Top 10 Estate and Business Planning Mistakes
Mistake #1
Forgetting to name successor agents, proxies, executors, and trustees in estate planning documents.
Forgetting to name successor agents is a common mistake in several essential estate planning documents. It is important to name successor agents in the estate planning documents that take effect during life, such as power of attorney, health care proxy, and lifetime trusts, as well as the documents that take effect at death, including a last will and testament and testamentary trusts. Successors allow for continued viability of the granted powers, even after the death or incapacity of the primary agent, necessity of a court proceeding, which results in the client losing control over the process.
Mistake #2
Neglecting to properly structure a business venture to protect personal assets from business creditors.
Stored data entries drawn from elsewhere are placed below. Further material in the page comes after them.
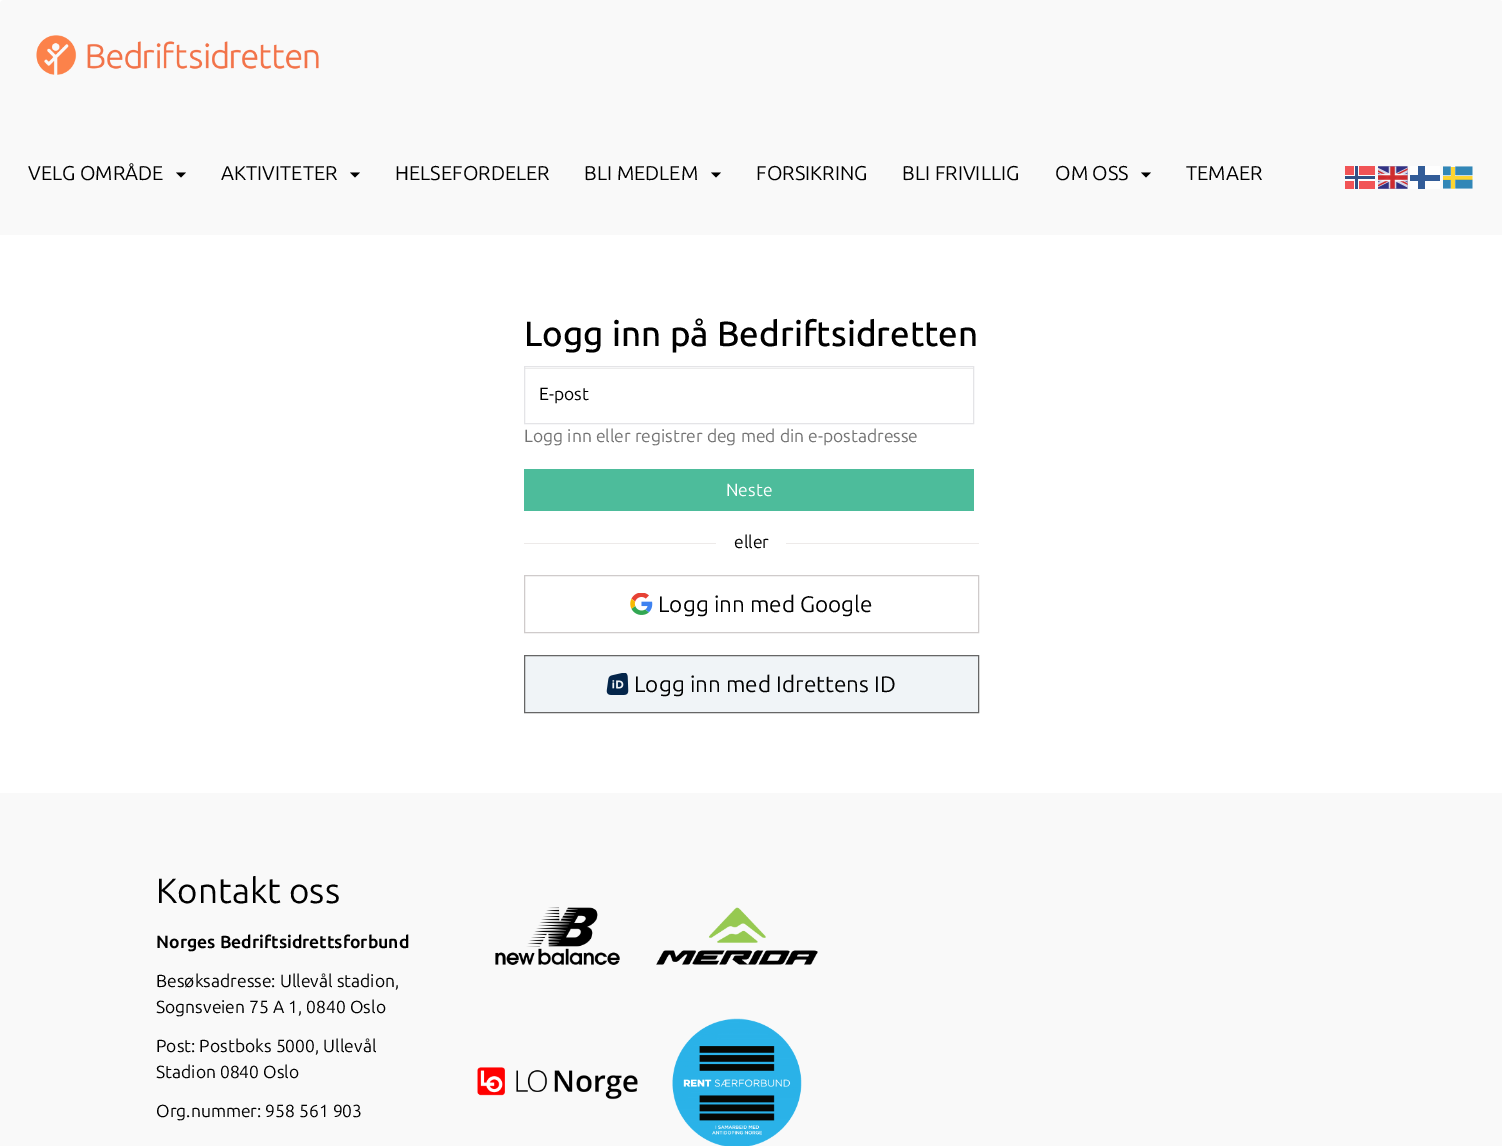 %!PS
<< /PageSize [1502 1146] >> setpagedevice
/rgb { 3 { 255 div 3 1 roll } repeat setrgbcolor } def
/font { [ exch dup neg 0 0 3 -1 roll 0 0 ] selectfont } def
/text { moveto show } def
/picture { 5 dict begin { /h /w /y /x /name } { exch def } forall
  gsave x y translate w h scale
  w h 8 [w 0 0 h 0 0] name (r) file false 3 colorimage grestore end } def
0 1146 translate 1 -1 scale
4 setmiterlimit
255 255 255 rgb
0 0 1502 1146 rectfill
249 249 249 rgb
4 0 moveto 1495 0 rlineto 2 0 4 2 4 4 rcurveto 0 231 rlineto -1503 0 rlineto 0 -231 rlineto 0 -2 2 -4 4 -4 rcurveto closepath fill
(img_01.rgb) 36 35 283 40 picture
0 0 0 rgb
176 172.5 moveto 10 0 rlineto -5 5 rlineto closepath fill
350 172.5 moveto 10 0 rlineto -5 5 rlineto closepath fill
711 172.5 moveto 10 0 rlineto -5 5 rlineto closepath fill
1141 172.5 moveto 10 0 rlineto -5 5 rlineto closepath fill
241 84 86 rgb
1345 166 30 23 rectfill
254 254 254 rgb
1354 166 5 23 rectfill
1345 175 30 6 rectfill
50 82 133 rgb
1355 166 3 23 rectfill
(img_02.rgb) 1378 166 30 23 picture
254 254 254 rgb
1410 166 30 23 rectfill
50 92 152 rgb
1410 175 30 6 rectfill
1418 166 7 23 rectfill
(img_03.rgb) 1443 166 30 23 picture
50 82 133 rgb
1345 176 30 3 rectfill
236 236 236 rgb
525 368 448 1 rectfill
228 228 231 rgb
524.5 366.5 449 57 rectstroke
77 188 155 rgb
524 469 450 42 rectfill
237 234 233 rgb
524 543 192 1 rectfill
786 543 193 1 rectfill
207 203 203 rgb
524.5 575.5 454 57 rectstroke
(img_04.rgb) 630 593 23 22 picture
240 244 247 rgb
524.5 655.5 moveto 454 0 rlineto 0 57 rlineto -454 0 rlineto closepath gsave fill grestore
102 102 102 rgb
stroke
(img_05.rgb) 606 673 23 22 picture
249 249 249 rgb
0 793 1502 353 rectfill
(img_06.rgb) 495 907 125 58 picture
(img_07.rgb) 656 907 162 58 picture
(img_08.rgb) 477 1067 161 33 picture
(img_09.rgb) 672 1018 130 128 picture
/Ubuntu-Regular 20 font
0 0 0 rgb
(VELG OMRÅDE) 28 180 text
(AKTIVITETER) 221 180 text
(HELSEFORDELER) 395 180 text
(BLI MEDLEM) 584 180 text
(FORSIKRING) 756 180 text
(BLI FRIVILLIG) 902 180 text
(OM OSS) 1055 180 text
(TEMAER) 1186 180 text
/Ubuntu-Medium 35 font
(Logg inn på Bedriftsidretten) 524 346 text
/Ubuntu-Regular 17.5 font
(E-post) 539 400 text
115 115 115 rgb
(Logg inn eller registrer deg med din e-postadresse) 524 442 text
255 255 255 rgb
(Neste) 726 496 text
0 0 0 rgb
(eller) 734 548 text
/Ubuntu-Regular 22.5 font
(Logg inn med Google) 658 612 text
(Logg inn med Idrettens ID) 634 692 text
/Ubuntu-Regular 35 font
(Kontakt oss) 156 903 text
/Ubuntu-Bold 17.5 font
(Norges Bedriftsidrettsforbund) 156 948 text
/Ubuntu-Regular 17.5 font
(Besøksadresse: Ullevål stadion,) 156 987 text
(Sognsveien 75 A 1, 0840 Oslo) 156 1013 text
(Post: Postboks 5000, Ullevål) 156 1052 text
(Stadion 0840 Oslo) 156 1078 text
(Org.nummer: 958 561 903) 156 1117 text
showpage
Business owners face risk and the threat of liability from every direction. Some of these risks include business failure, employee torts, product liability, and employee terminations. A business owner can distance himself or herself personally from business risks by forming the proper business entity under which to operate the business.
Mistake #3
A married couple not taking advantage of both estate tax exemption amounts ($3.5 million in 2009) that are available to them, due to inadequate wills and assets owned the wrong way.
Mistake #4
For businesses owned by more than one individual, neglecting to have an owners’ agreement and a binding buy-sell arrangement (with funding).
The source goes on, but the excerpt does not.